Well, it’s because unfortunately, the London job market is as cut throat as a pirate who’s just lost a game of ‘Who’s Best At Throat Cutting?’ and is in a bit of a stabby mood. If you’re not represented by Tinky/Carynata/Lupey then generally you’re no one. Especially if you’re a PA. PAs and EAs (Executive Assistant – conjures up an image of handjobs under the desk for me, not sure why) are ten a penny. Not good ones, I hasten to add, a genuinely good PA is hard to find in a sea of bored pretenders. Ask any ‘career’ PA what her background is and you’ll normally get the same answer: Didn’t go to uni (or did but did a pointless degree like History of Basket Weaving), fell into a reception/admin/team assistant role and rose through the ranks to the heady heights of PA to middle management, then senior management and then if you’re exceptionally good at diary management and hiding your real personality in the workplace, a board level director. No one grows up wanting to be a PA. When I was asked at primary school what I wanted to be, I knew I wanted to be a journalist, but couldn’t spell it so I wrote ‘pop star’, like every other girl in my glass.

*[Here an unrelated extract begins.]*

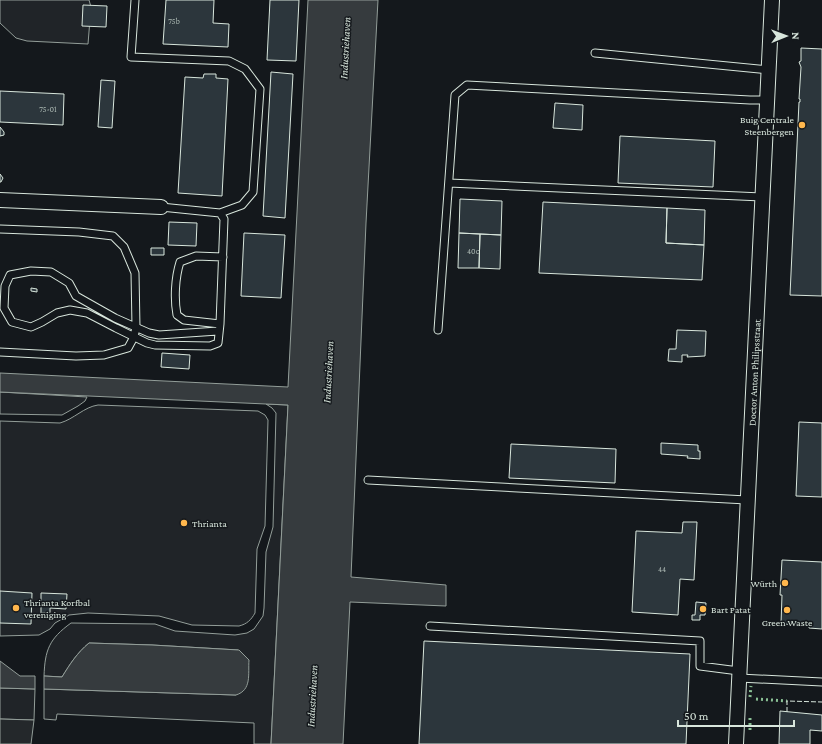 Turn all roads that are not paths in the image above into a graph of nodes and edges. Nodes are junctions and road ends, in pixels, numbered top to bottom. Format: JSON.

When I finally did tell a teacher I wanted to be a journalist, she looked as though I’d presented her with one of my turds and then said ‘Oh you don’t want to do that! Ghastly profession.’ I believed her and I am not a journalist (totally her fault, of course). I coasted through school and hated the few months I spent at college so what was left for me? A life on the shop floor of Dolcis, later on Office or even (gasp) Russell & Bromley, or typing and answering the phone in an office where people go to the pub at lunch time and you don’t have to touch anyone’s feet? Obvious choice.

So if that’s the path onto which you’ve stumbled, you need a recruitment consultant, or preferably several, in your life. They are a necessary evil because generally, good companies don’t advertise their jobs on Gumtree or in the local paper. In fact unless you’ve registered with a few agencies, you’d think the whole of London was on a recruitment freeze except for bars and restaurants. The problems with consultants arise when their commodity turns against them. If you dare to hint that perhaps the role paying £10k a year less than your old Saturday job, based fifteen miles away on the bus, working for a vivisectionist doesn’t quite match your original criteria, you’re immediately blacklisted as a trouble-maker and your CV is stuffed in the filing cabinet under ‘Difficult’.  So along you trudge to pointless interview after pointless interview simply to appease Meringue/Starrrr/Polyp so they’ll keep you at the top of the pile for when/if the right job does finally come in.

Job hunting is a souless, competitive, joyless task but what’s the alternative? A life spent on the sofa, drinking yourself to death watching Jeremy Kyle and scratching yourself, wondering at what point you forgot how to spell ‘Strongbow’, or fake smiles and air-kissing with Jocasta, Yappy and Blossom until they finally come through with a rent-paying job? No contest. If you’re seriously thinking about that question by the way, I’d switch from Strongbow to White Lightning; it’s cheaper.